Cohn also did not tell FT if the White House still insisted on a 15% corporate tax rate, but just that Trump wants it as low as possible so businesses have the ability to create jobs here. FT continued:

He said the plan would preserve three of the biggest deductions for individuals: on charitable donations, mortgage interest payments and retirement savings. It would raise the standard deduction cap that applies to most tax filers, but would eradicate many other personal deductions, he said, adding that the White House also wanted to get rid of “death taxes”, Republican terminology for estate taxes, which will face resistance from Democrats.
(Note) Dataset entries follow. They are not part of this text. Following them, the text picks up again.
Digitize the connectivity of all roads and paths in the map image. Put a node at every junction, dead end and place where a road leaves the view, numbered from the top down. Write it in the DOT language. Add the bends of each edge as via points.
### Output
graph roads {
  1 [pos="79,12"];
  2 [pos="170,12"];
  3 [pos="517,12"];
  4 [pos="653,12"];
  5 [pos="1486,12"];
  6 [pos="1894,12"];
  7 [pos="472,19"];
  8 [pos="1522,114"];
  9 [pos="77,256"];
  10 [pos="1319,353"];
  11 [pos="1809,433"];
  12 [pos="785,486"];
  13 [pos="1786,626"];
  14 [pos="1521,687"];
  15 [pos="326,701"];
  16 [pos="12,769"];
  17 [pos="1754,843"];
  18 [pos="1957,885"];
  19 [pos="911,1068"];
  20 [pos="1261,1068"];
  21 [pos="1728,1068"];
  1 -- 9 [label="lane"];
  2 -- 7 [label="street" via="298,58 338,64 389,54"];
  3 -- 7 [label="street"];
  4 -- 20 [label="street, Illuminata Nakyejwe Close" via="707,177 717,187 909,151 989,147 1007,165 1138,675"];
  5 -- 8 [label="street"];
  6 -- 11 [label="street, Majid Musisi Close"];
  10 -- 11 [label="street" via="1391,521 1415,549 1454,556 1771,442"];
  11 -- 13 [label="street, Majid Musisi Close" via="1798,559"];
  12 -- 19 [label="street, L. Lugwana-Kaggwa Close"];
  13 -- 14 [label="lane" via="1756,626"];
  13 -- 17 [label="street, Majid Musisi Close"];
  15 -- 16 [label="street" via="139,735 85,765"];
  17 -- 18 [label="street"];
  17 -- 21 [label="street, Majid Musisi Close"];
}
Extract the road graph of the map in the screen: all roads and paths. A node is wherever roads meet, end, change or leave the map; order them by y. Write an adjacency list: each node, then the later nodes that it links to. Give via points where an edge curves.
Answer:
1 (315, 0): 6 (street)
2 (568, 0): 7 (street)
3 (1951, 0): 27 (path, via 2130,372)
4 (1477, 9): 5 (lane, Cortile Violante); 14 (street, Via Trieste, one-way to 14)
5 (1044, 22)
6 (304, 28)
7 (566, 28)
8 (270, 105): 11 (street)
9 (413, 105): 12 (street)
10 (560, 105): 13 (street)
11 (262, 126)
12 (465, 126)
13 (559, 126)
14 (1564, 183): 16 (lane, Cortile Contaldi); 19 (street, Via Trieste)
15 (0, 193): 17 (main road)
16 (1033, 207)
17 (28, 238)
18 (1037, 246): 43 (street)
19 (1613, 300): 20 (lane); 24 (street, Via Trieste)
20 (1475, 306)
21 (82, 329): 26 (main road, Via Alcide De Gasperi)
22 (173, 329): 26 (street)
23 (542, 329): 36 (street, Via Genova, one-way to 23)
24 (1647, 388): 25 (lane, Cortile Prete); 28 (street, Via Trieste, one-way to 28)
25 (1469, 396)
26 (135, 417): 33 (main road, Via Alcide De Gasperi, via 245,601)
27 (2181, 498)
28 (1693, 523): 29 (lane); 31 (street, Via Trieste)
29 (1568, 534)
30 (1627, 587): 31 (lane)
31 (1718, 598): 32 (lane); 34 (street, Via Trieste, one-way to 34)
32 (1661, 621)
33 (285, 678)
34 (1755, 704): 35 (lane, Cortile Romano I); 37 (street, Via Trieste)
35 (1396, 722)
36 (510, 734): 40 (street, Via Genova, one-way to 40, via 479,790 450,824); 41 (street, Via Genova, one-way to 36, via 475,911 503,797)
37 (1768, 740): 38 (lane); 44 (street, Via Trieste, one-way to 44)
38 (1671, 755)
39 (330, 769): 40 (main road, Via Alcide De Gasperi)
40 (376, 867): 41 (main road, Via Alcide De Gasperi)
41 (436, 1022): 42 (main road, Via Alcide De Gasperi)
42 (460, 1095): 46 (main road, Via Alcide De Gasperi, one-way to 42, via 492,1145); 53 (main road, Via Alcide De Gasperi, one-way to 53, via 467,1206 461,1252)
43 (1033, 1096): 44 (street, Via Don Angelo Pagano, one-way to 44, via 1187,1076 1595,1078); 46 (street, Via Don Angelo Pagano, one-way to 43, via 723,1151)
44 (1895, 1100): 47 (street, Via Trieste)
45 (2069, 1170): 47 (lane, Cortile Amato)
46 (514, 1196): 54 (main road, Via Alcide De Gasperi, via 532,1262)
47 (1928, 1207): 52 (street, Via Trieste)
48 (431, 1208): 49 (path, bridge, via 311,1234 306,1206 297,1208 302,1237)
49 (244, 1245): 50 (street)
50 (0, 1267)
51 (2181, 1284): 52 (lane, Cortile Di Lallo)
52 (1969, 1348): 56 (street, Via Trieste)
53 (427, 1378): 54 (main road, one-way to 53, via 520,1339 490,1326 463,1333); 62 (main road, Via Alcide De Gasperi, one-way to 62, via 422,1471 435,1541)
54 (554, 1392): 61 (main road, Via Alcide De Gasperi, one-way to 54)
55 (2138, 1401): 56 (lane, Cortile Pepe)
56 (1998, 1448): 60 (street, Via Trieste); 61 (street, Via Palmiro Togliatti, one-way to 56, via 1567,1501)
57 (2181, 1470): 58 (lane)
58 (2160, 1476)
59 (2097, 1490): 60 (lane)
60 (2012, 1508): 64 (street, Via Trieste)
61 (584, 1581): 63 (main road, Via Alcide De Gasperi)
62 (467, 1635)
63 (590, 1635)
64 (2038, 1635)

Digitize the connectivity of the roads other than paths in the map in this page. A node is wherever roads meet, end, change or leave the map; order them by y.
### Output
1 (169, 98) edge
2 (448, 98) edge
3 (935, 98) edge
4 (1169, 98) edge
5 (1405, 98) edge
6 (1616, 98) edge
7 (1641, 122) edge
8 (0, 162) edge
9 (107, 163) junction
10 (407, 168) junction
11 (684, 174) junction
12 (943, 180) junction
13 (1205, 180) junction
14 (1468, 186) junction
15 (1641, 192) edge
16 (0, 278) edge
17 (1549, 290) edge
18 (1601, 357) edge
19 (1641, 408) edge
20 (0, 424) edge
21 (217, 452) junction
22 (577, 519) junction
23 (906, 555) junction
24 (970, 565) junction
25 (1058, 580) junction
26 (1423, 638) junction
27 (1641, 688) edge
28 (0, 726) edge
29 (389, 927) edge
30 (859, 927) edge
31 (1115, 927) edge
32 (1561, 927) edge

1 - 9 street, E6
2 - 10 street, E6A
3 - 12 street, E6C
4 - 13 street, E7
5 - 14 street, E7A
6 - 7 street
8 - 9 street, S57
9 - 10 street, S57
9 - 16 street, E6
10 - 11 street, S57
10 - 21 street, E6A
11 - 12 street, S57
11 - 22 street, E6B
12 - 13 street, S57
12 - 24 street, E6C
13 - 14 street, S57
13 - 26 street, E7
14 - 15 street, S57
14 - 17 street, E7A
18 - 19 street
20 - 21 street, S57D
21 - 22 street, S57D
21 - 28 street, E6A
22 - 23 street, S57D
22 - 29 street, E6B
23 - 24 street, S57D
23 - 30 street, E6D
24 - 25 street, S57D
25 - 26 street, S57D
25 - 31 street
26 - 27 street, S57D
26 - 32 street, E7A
Mr Cohn said the White House would be “excited” if Democrats worked with Republicans on a bipartisan bill. But he said the administration would use a process called reconciliation — which prevents a filibuster in the Senate where the Republicans have a thin 52-48 majority — that would allow tax reform to pass with a simple majority, but only if the legislation is revenue-neutral within 10 years.

The White House would also like a tax reform plan that included implementation of “a territorial system that would eliminate the need for US companies to pay additional taxes when they repatriate profits.” Cohn explained that these companies “have to pay extra taxes for bringing profits” back home, which is why they keep that money offshore. He continued:

The administration wanted to impose a one-time tax on overseas profits to encourage companies to bring money home, he said, but he declined to confirm that it would be the 10 per cent floated by Mr Trump.

“This is a big base-broadening exercise,” Mr Cohn said about the overall plan. “Revenue may decline in the medium term, but it will then explode for the government. When we grow the economy we will see substantial growth in revenue.”

Despite no plan from the White House, Cohn told FT that Trump will wrap his agenda around tax reform ASAP:

“Starting next week, the president’s agenda and calendar is going to revolve around tax reform,” Mr Cohn said in an interview. “He will start being on the road making major addresses justifying the reasoning for tax reform and why we need it in the US.”

Trump will head to Missouri next week to begin the “major push on tax reform.”

Press Secretary Sarah Huckabee Sanders said that a tax reform announcement could come out next week:

“Tax relief and the focus on tax relief for middle class Americans is a huge priority for this administration and certainly going to be a big focus in the fall. And we’re going to look at a lot of different ways in which to talk about that and present that to the American people, working with Congress to make sure that that happens,” Sanders said.

Over the last couple of months, the White House has released its goals for tax reform. Back in April, Secretary Treasury Steven Mnuchin and Cohn released a one-page outline, which included cutting the corporate tax rate to 15% and forming three tax brackets.

Late last month, the big six that Cohn mentioned held a meeting at The White House over tax reform and released a statement:

Above all, the mission of the committees is to protect American jobs and make taxes simpler, fairer, and lower for hard-working American families. We have always been in agreement that tax relief for American families should be at the heart of our plan. We also believe there should be a lower tax rate for small businesses so they can compete with larger ones, and lower rates for all American businesses so they can compete with foreign ones. The goal is a plan that reduces tax rates as much as possible, allows unprecedented capital expensing, places a priority on permanence, and creates a system that encourages American companies to bring back jobs and profits trapped overseas. And we are now confident that, without transitioning to a new domestic consumption-based tax system, there is a viable approach for ensuring a level playing field between American and foreign companies and workers, while protecting American jobs and the U.S. tax base.

The biggest thing is that they all agreed to stop supporting the border adjustment tax.